Man helping young boy float in swimming pool

With summer in full swing and the Fourth of July just around the corner, families will head to the pools, lakes, and beaches. While these activities offer fun and relief from the heat, implementing water safety measures can prevent avoidable tragedies.

Drowning is the leading cause of death for children aged 1–4, according to the Centers For Disease Control and Prevention. For children aged 5–14, it’s the second leading cause of unintentional injury death, following motor vehicle crashes. To combat this, parents and guardians need to be vigilant and learn the fundamental principles of water safety. These principles, often summarized as the ABCs of water safety, provide a straightforward and easy-to-remember guide to keeping children safe around water.

Michelle Parker, coordinator of Safe Kids Inland Empire, walks us through the ABCs of water safety.

A: Adult Supervision

Children should never be left unattended near water, even for a moment. It's essential to designate a "water watcher," an adult whose sole responsibility is to monitor the children in and around the water without distractions such as phones or conversations. This role should be assigned and passed between adults every 30 minutes to maintain fresh, undistracted oversight.

"Water-related accidents happen quickly and quietly," Parker said. "It only takes a few seconds for a child to drown in just enough water to cover their nose and mouth.

Adult supervision is non-negotiable when it comes to water safety."

B: Barriers

Barriers are physical structures that prevent children from accessing water unsupervised. Installing fences around pools with self-closing and self-latching gates can significantly reduce the risk of accidental drownings.

Parker suggests keeping furniture away from gates to prevent children from climbing over them and recommends additional measures like door alarms, pool alarms, and covers to delay a child's access to water, giving adults time to intervene.

C: Classes

Enrolling children in swimming lessons at an early age can equip them with essential survival skills in the water, like rolling onto their backs and swimming to the edge of the pool. Parents and caregivers should also take CPR and first aid classes to be prepared in an emergency.

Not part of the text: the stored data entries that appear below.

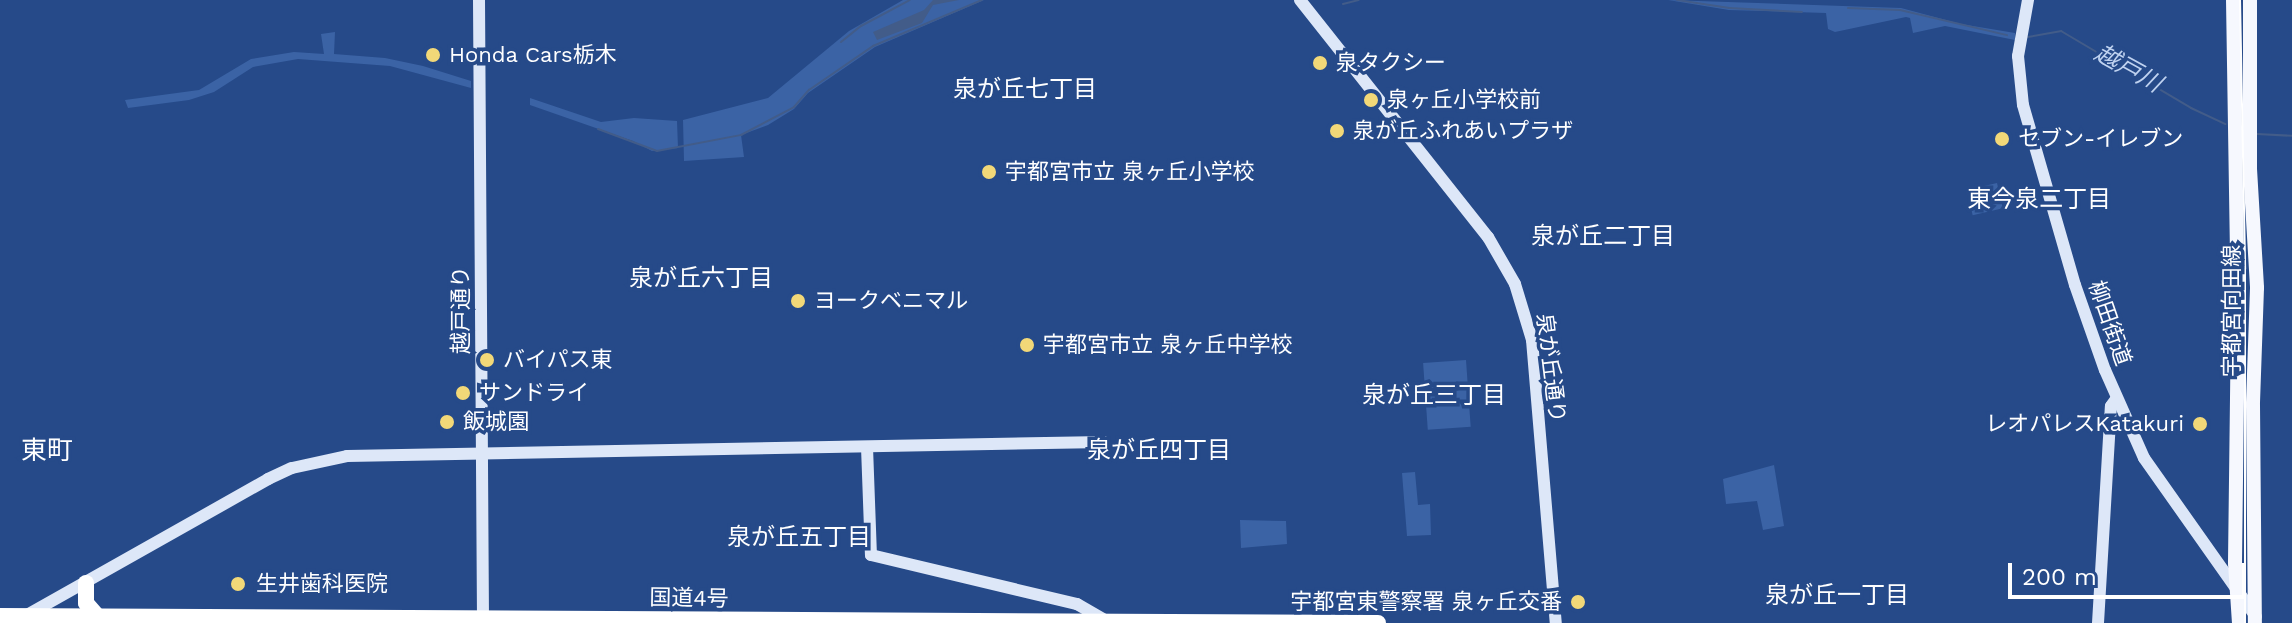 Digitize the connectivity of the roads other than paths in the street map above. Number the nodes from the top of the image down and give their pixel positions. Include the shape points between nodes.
1 (479, 0) edge
2 (1300, 0) edge
3 (2028, 0) edge
4 (2233, 0) edge
5 (2250, 0) edge
6 (2116, 399) junction
7 (1104, 442) dead end
8 (867, 447) junction
9 (482, 452) junction
10 (86, 583) junction
11 (2236, 588) junction
12 (0, 616) edge
13 (99, 618) junction
14 (17, 620) edge
15 (483, 621) edge
16 (1106, 621) junction
17 (2257, 621) edge
18 (870, 622) edge
19 (1378, 623) edge
20 (1556, 623) edge
21 (2098, 623) edge
22 (2239, 623) edge

1 - 9 street, 越戸通り
2 - 20 street, 泉が丘通り via 1488,237 1519,295 1534,362
3 - 6 street, 柳田街道 via 2018,56 2023,105 2075,285
4 - 11 main road, 宇都宮向田線
5 - 17 main road, 宇都宮向田線
6 - 11 street, 柳田街道 via 2144,458
6 - 21 street via 2111,406
7 - 8 street
8 - 9 street
8 - 16 street via 871,555 1077,604
9 - 10 street via 347,456 292,468
9 - 15 street, 越戸通り
10 - 13 highway via 86,603
10 - 14 street
11 - 17 street, 柳田街道
11 - 22 main road, 宇都宮向田線
12 - 14 highway, 国道4号
13 - 14 highway, 国道4号
13 - 15 highway, 国道4号
15 - 18 highway, 国道4号
16 - 18 highway, 国道4号
16 - 19 highway, 国道4号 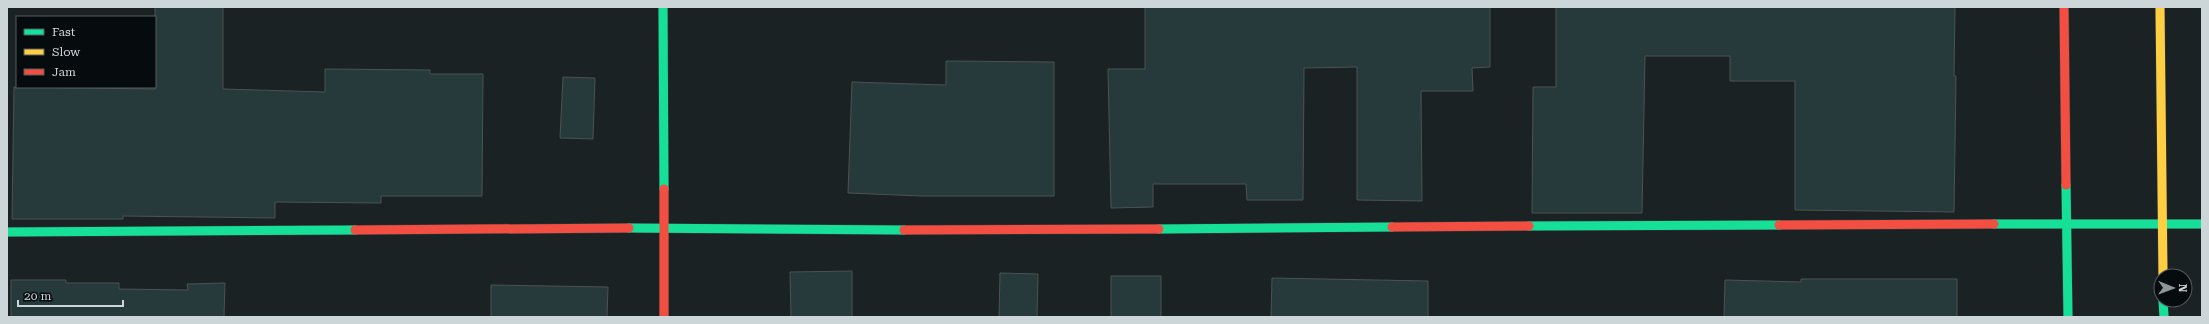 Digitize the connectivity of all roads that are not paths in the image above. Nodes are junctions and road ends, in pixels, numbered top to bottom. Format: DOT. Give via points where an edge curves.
graph roads {
  1 [pos="663,7"];
  2 [pos="2064,7"];
  3 [pos="2160,7"];
  4 [pos="2163,223"];
  5 [pos="2068,224"];
  6 [pos="2202,224"];
  7 [pos="663,228"];
  8 [pos="7,232"];
  9 [pos="2163,268"];
  10 [pos="664,317"];
  11 [pos="2068,317"];
  1 -- 7 [label="street"];
  2 -- 5 [label="street"];
  3 -- 4 [label="street"];
  4 -- 5 [label="street"];
  4 -- 6 [label="street"];
  4 -- 9 [label="street"];
  5 -- 7 [label="street" via="902,230"];
  5 -- 11 [label="street"];
  7 -- 8 [label="street"];
  7 -- 10 [label="street"];
}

Additional Tips for Water Safety

• Use Life Jackets: Ensure children wear U.S. Coast Guard-approved life jackets. Parker says to have children practice in a controlled environment to familiarize them with their use before going to natural bodies of water.

• Teach Water Safety Rules: Ensure children understand the importance of not swimming alone and recognizing dangerous water conditions.

• Be Weather-Aware: Monitor weather conditions, as storms and lightning can pose serious risks when in or near water.

By adhering to the ABCs of water safety—Adult Supervision, Barriers, and Classes—parents and guardians can help prevent tragic accidents and ensure children have a fun and safe summer.